Exercise details –
The records that follow should be returned exactly, pictures excluded.

Records below:

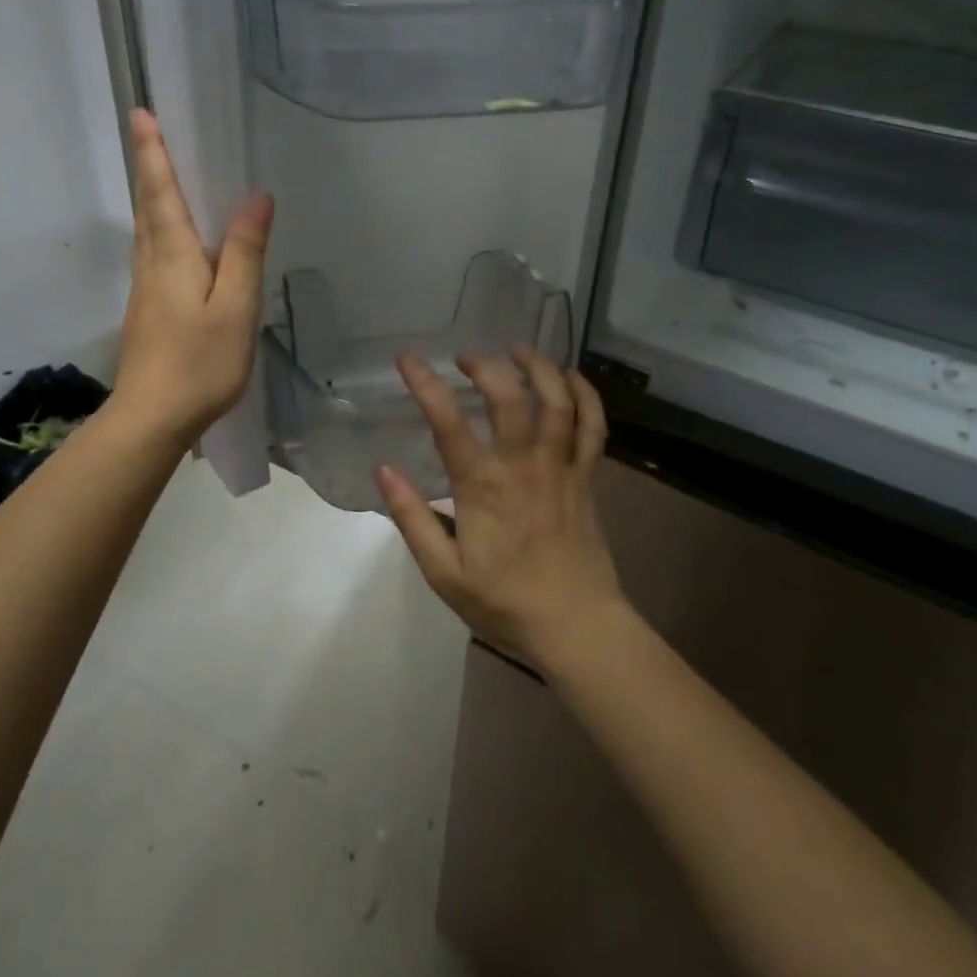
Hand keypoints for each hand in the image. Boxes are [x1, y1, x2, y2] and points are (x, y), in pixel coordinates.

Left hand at [112, 109, 273, 444]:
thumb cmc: (200, 362)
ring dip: (153, 195)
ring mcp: (145, 289)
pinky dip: (161, 228)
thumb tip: (256, 197)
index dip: (153, 153)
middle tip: (151, 132)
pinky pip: (154, 253)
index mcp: (173, 255)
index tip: (141, 113)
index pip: (161, 192)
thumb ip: (244, 252)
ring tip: (165, 173)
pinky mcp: (147, 310)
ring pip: (147, 230)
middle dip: (149, 166)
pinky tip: (179, 239)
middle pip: (148, 206)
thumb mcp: (235, 306)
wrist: (151, 419)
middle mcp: (152, 264)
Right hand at [377, 347, 627, 672]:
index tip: (407, 359)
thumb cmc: (505, 602)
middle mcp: (524, 464)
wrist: (577, 626)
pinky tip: (569, 377)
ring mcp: (562, 466)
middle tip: (466, 358)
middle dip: (485, 366)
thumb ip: (412, 518)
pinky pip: (593, 425)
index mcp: (483, 486)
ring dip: (538, 367)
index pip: (448, 422)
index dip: (425, 384)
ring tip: (517, 350)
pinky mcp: (589, 475)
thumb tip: (383, 469)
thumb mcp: (443, 573)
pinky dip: (585, 394)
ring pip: (557, 400)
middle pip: (510, 396)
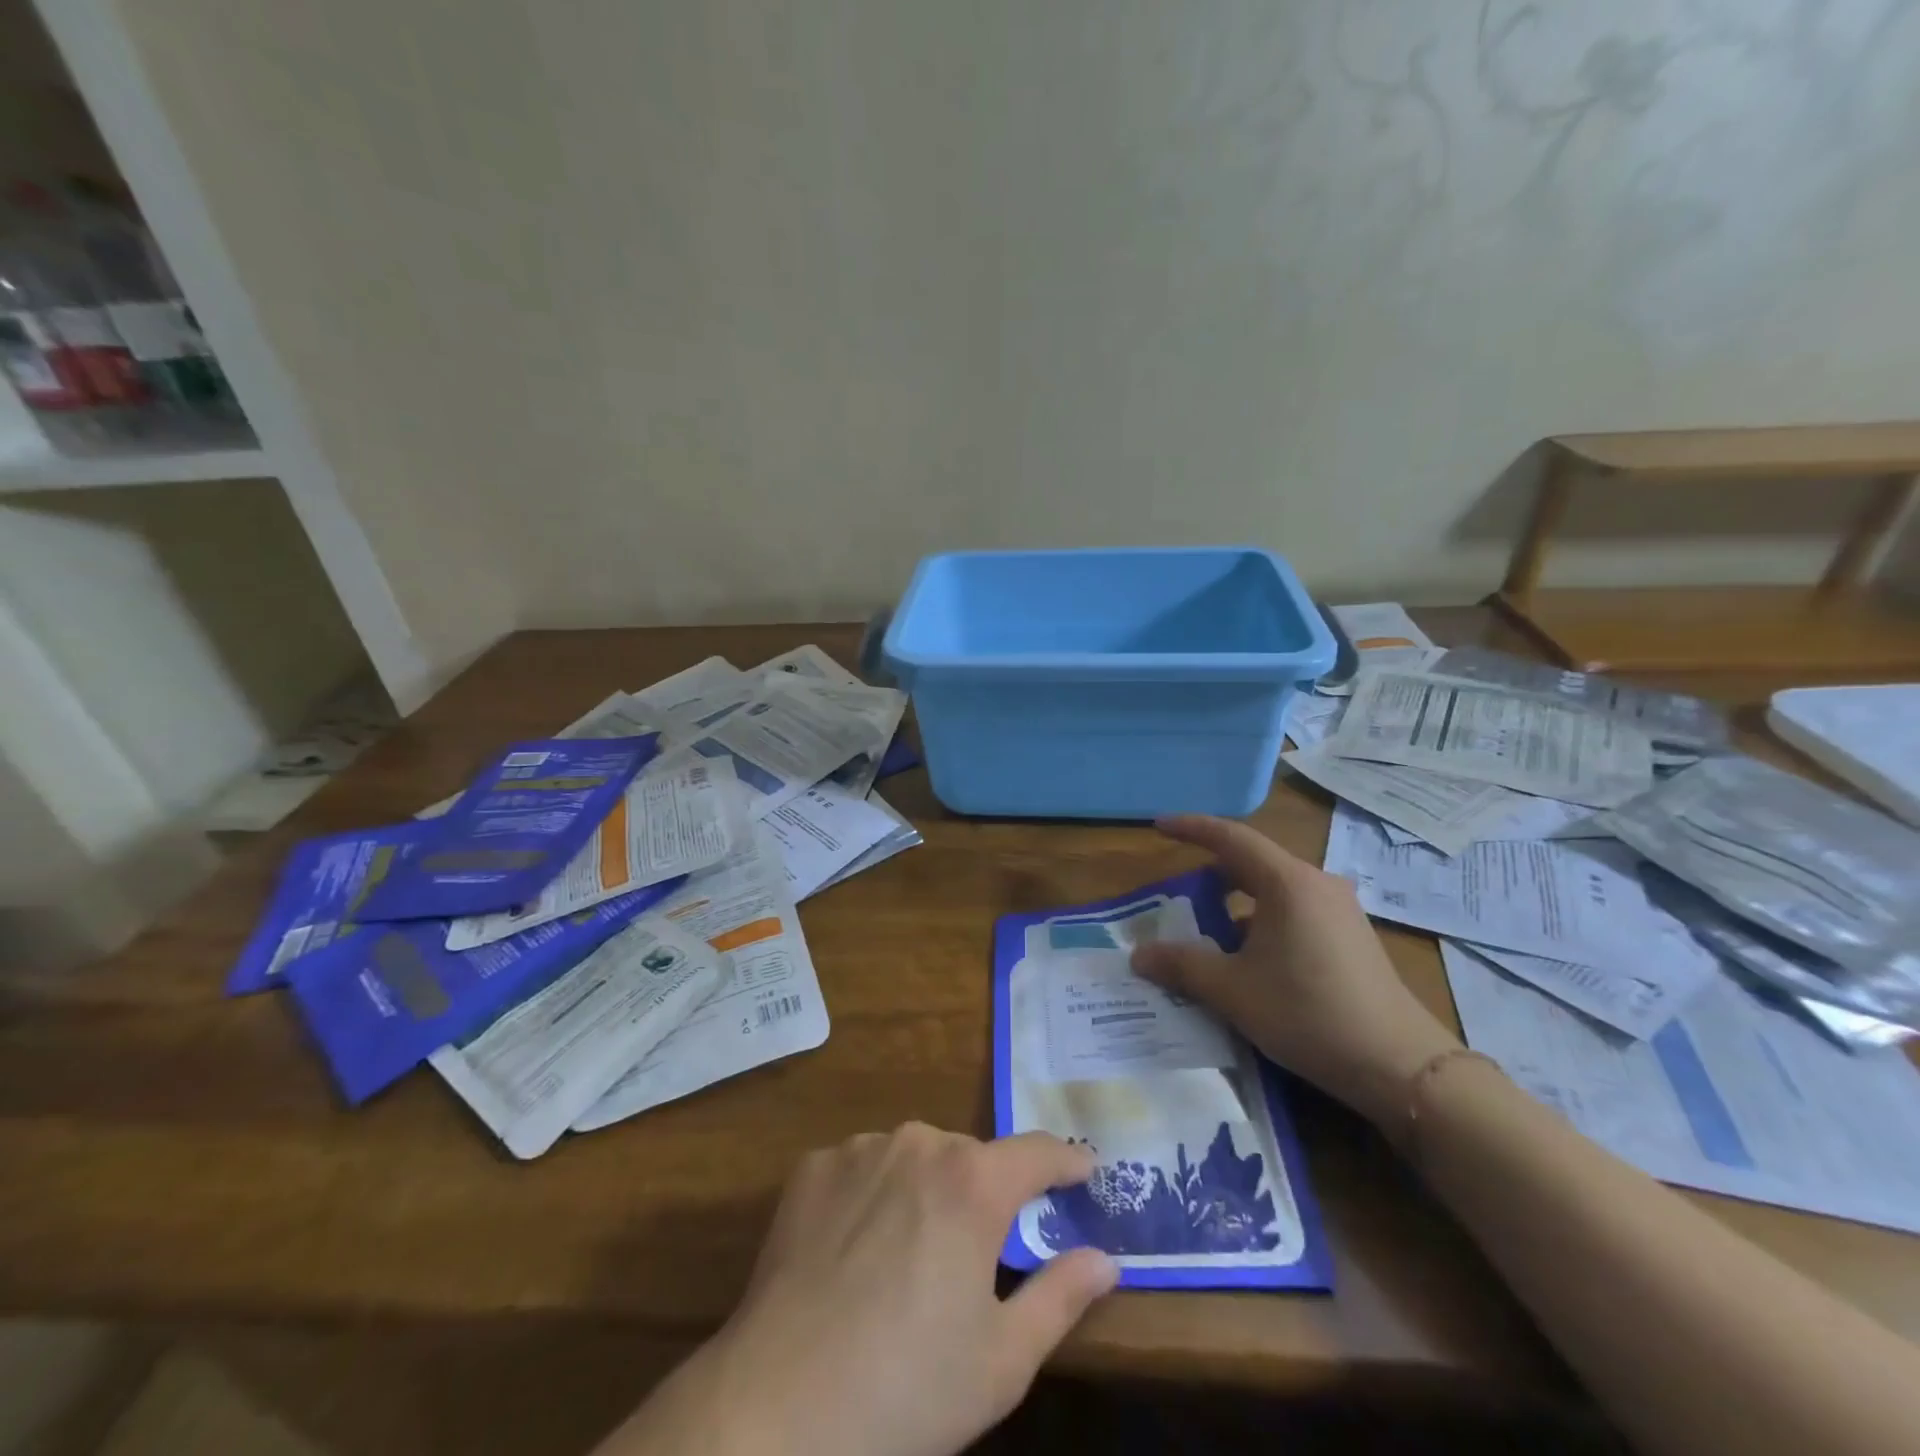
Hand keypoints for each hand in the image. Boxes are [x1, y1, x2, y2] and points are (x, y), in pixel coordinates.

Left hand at [607, 1125, 1116, 1455]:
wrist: (777, 1408)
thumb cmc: (907, 1390)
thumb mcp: (1002, 1360)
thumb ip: (1061, 1296)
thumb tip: (1105, 1259)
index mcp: (973, 1182)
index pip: (1037, 1152)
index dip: (1066, 1161)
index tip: (1084, 1169)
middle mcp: (920, 1143)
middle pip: (970, 1158)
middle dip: (984, 1193)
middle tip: (977, 1253)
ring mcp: (861, 1148)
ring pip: (914, 1158)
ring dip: (925, 1191)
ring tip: (909, 1258)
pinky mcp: (814, 1166)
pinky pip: (862, 1168)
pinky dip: (873, 1195)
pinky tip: (854, 1251)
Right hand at [1132, 814, 1458, 1130]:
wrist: (1400, 1066)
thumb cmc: (1308, 1014)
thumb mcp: (1233, 991)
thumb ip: (1182, 966)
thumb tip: (1138, 955)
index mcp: (1288, 883)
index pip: (1231, 838)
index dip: (1191, 828)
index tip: (1159, 825)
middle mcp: (1316, 885)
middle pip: (1253, 863)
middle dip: (1212, 873)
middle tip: (1178, 892)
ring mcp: (1339, 911)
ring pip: (1274, 891)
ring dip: (1237, 905)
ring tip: (1209, 934)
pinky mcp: (1350, 937)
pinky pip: (1294, 912)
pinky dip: (1262, 923)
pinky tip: (1250, 961)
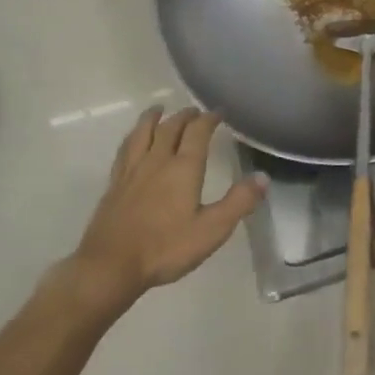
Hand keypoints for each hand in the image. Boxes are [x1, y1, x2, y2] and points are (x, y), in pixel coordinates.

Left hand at [67, 108, 264, 309]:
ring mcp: (132, 171)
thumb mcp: (212, 229)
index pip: (197, 133)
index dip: (209, 119)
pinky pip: (125, 150)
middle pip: (170, 128)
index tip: (218, 112)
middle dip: (184, 116)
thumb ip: (239, 202)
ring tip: (159, 109)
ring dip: (153, 118)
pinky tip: (133, 141)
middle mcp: (157, 161)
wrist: (111, 265)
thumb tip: (263, 177)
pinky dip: (133, 137)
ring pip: (142, 133)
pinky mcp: (115, 184)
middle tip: (194, 111)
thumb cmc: (166, 248)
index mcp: (183, 168)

End of Records.

Solution to this task –
Hand keypoints for each hand in the image. Boxes are [x1, y1, x2, y2] and points are (x, y), in pixel coordinates.

Left hand at [112, 109, 273, 444]:
thumb cmc: (200, 362)
ring dip: (153, 195)
ring mcp: (145, 289)
pinky dip: (161, 228)
thumb tip: (256, 197)
index dip: (153, 153)
middle tip: (151, 132)
pinky pip: (154, 253)
index mcp: (173, 255)
index tip: (141, 113)
index pip: (161, 192)
thumb ip: (244, 252)
ring tip: (165, 173)
pinky mcp: (147, 310)
ring pip: (147, 230)
middle dip: (149, 166)
pinky tip: (179, 239)
middle pip: (148, 206)
thumb mcp: (235, 306)
wrist: (151, 419)
middle mcp: (152, 264)
Right hand at [377, 347, 627, 672]:
index tip: (407, 359)
thumb cmc: (505, 602)
middle mcp: (524, 464)
wrist: (577, 626)
pinky tip: (569, 377)
ring mcp: (562, 466)
middle tip: (466, 358)
middle dip: (485, 366)
thumb ip: (412, 518)
pinky pip: (593, 425)
index mcp: (483, 486)
ring dip: (538, 367)
index pip: (448, 422)
index dip: (425, 384)
ring tip: (517, 350)
pinky mcp: (589, 475)
thumb tip: (383, 469)
thumb mcp: (443, 573)
pinky dip: (585, 394)
ring pip: (557, 400)
middle pip: (510, 396)
Hand keypoints for each hand in the image. Boxes are [x1, y1, x2, y2] and points are (x, y), in pixel coordinates.

Left hand at [607, 1125, 1116, 1455]:
wrist: (777, 1408)
thumb cmc: (907, 1390)
thumb mcp: (1002, 1360)
thumb ip: (1061, 1296)
thumb tip: (1105, 1259)
index mcp: (973, 1182)
index pip: (1037, 1152)
index dip: (1066, 1161)
index tip: (1084, 1169)
middle mcp: (920, 1143)
middle pip: (970, 1158)
middle dip: (984, 1193)
middle tip: (977, 1253)
ring mcp: (861, 1148)
ring pip: (914, 1158)
ring dip: (925, 1191)
ring tip: (909, 1258)
pinky mcp: (814, 1166)
pinky pip: (862, 1168)
pinky dip: (873, 1195)
pinky tip: (854, 1251)
Right hand at [1132, 814, 1458, 1130]:
wrist: (1400, 1066)
thumb cmc: (1308, 1014)
thumb mcp: (1233, 991)
thumb ip: (1182, 966)
thumb tip: (1138, 955)
index mcp: (1288, 883)
index pip: (1231, 838)
index dip: (1191, 828)
index tip: (1159, 825)
middle mcp: (1316, 885)
middle pip: (1253, 863)
middle dip: (1212, 873)
middle tip: (1178, 892)
ring mcp: (1339, 911)
ring pip: (1274, 891)
ring dip: (1237, 905)
ring tip: (1209, 934)
pinky mcp: (1350, 937)
pinky pip: (1294, 912)
pinky dip: (1262, 923)
pinky tip: (1250, 961)
Hand keypoints for each hand in the image. Boxes are [x1, y1, x2, y2] and points are (x, y), in pixel coordinates.

Left hand at [67, 108, 264, 309]:
ring mcp: (132, 171)
thumb mcp: (212, 229)
index pip: (197, 133)
index dip: (209, 119)
pinky pip: (125, 150)
middle pip: (170, 128)
index tip: (218, 112)
middle dip: (184, 116)
thumb ip: (239, 202)
ring tip: (159, 109)
ring dip: (153, 118)
pinky tip: (133, 141)
middle mcp: (157, 161)
wrist: (111, 265)
thumb tip: (263, 177)
pinky dip: (133, 137)
ring pip: (142, 133)
pinky mcp: (115, 184)
middle tip: (194, 111)
thumb cmc: (166, 248)
index mcp: (183, 168)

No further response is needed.